I would like to understand better the developments happening in the higher inductive types. Could you write explicitly the introduction/elimination/computation rules which you think one should associate with 2-sphere?

Vladimir.

[Peter LeFanu Lumsdaine]

On Thu, Oct 6, 2011 at 8:13 AM, Guillaume Brunerie
<guillaume...@gmail.com> wrote:

> There is also another pattern present everywhere: when you want to
> prove something about the circle (or any other HIT), you want to find
> a section of a fibration [P_something : circle -> Type]. You then need

> […] to prove the following lemma first:

>
> Lemma something_transp : forall u v : circle, forall p : u ~~> v,
> forall q : P_something u,
>    transport (P := P_something) p q ~~> {result}.
>
> "{result}" is a term of type [P_something v] and can usually easily be
> found (at least if [P_something] is simple), and there is probably
> even an algorithm computing it automatically from [P_something], and
> the lemma is usually trivial to prove (it’s just [path_induction]
> followed by [cancel_units]).

Yes — I’ve found this sort of lemma coming up all the time too, not
just with higher inductive types, but for all sorts of fibrations. I
think you’re right that there should be an algorithm for it: modulo
technical differences in the setting, it should be something like a
version of the “observational equality” of Altenkirch, McBride, Oury,
Swirstra (and others?), which implements equality types and their
elimination rules as constructed types/terms using other constructors;
their clauses for implementing the elimination rule should give us
clauses for working out how transport/subst will act on constructed
fibrations.

I wonder if this could somehow be implemented as a tactic in Coq —
taking a fibration, and using an OTT-like algorithm to (partially?)
unwind what transport will look like in it. It would need some fairly
sophisticated Ltac, I think, but would be very handy indeed.

–p.

[Michael Shulman]

On Thu, Oct 6, 2011 at 12:25 PM, Peter LeFanu Lumsdaine
<p.l.lu...@gmail.com> wrote:
> it should be something like a version of the “observational
> equality” of Altenkirch, McBride, Oury, Swirstra (and others?),
> which implements equality types and their elimination rules as
> constructed types/terms using other constructors; their clauses for
> implementing the elimination rule should give us clauses for working
> out how transport/subst will act on constructed fibrations.

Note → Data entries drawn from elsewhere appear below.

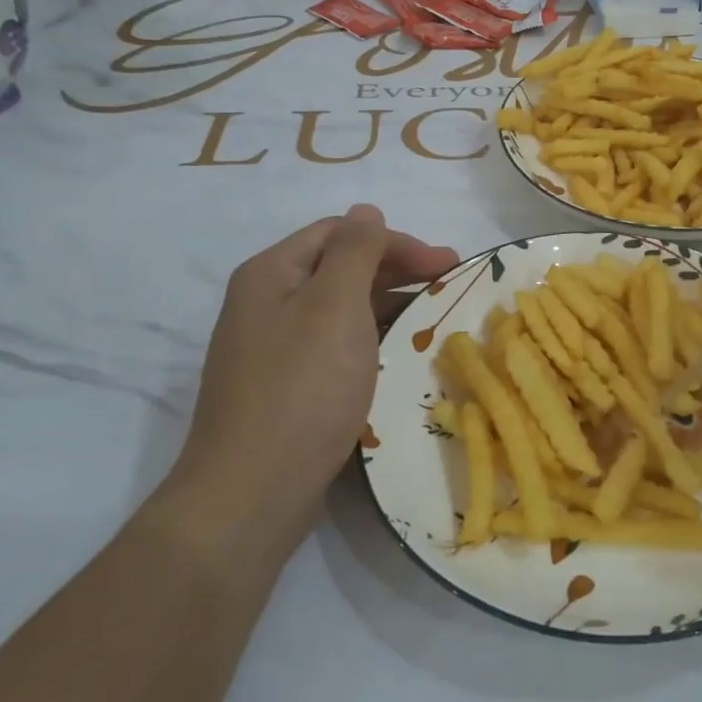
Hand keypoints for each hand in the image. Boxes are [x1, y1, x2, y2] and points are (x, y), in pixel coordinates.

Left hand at [168, 205, 457, 553]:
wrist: (252, 490)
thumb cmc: (302, 387)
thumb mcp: (334, 305)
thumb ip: (355, 251)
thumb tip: (366, 210)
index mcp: (272, 273)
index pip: (340, 233)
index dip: (396, 241)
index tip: (446, 263)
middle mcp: (266, 303)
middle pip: (339, 268)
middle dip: (397, 271)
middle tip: (449, 284)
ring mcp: (273, 348)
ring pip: (340, 309)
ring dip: (388, 306)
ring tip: (432, 319)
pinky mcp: (285, 386)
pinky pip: (335, 346)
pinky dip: (371, 340)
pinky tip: (398, 355)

Do you think this could also tell us how to add HITs to the
"computational univalence" setting of Harper and Licata?

Mike

[Guillaume Brunerie]

2011/10/6 Vladimir Voevodsky <vlad...@ias.edu>:

> Hi Guillaume,
>
> I would like to understand better the developments happening in the higher inductive types. Could you write explicitly the introduction/elimination/computation rules which you think one should associate with 2-sphere?

(a working Coq version of the rules given below is available at

https://github.com/guillaumebrunerie/HoTT/blob/master/Coq/Experimental/2Sphere.v )

Hi Vladimir,

Higher inductive types are a way to translate a (nice) cell decomposition of a topological space into a type in homotopy type theory.
For the 2-sphere, let’s take the following cell decomposition:
The 2-sphere is the topological space freely generated by
* two points [pt0] and [pt1]
* two paths [lp0] and [lp1], both from [pt0] to [pt1]
* two (endpoints preserving) homotopies [sf0] and [sf1] from [lp0] to [lp1] (that is paths from [lp0] to [lp1] in the type [pt0 ~~> pt1])
(there are probably shorter definitions of the 2-sphere, but I find this one better to understand what’s going on)

Hence the pseudo-Coq notation for the 2-sphere is

Inductive sphere : Type :=
  | pt0 : sphere
  | pt1 : sphere
  | lp0 : pt0 ~~> pt1
  | lp1 : pt0 ~~> pt1
  | sf0 : lp0 ~~> lp1
  | sf1 : lp0 ~~> lp1

(where [x ~~> y] is a notation for [paths x y])

And the introduction rules are:

(* Introduction rules *)
sphere : Type
pt0 : sphere
pt1 : sphere
lp0 : pt0 ~~> pt1
lp1 : pt0 ~~> pt1
sf0 : lp0 ~~> lp1
sf1 : lp0 ~~> lp1

For the elimination rule, we are given a fibration [P : sphere -> Type] and we want to know which conditions are needed to construct a section of [P] (and there will be one such condition per introduction rule).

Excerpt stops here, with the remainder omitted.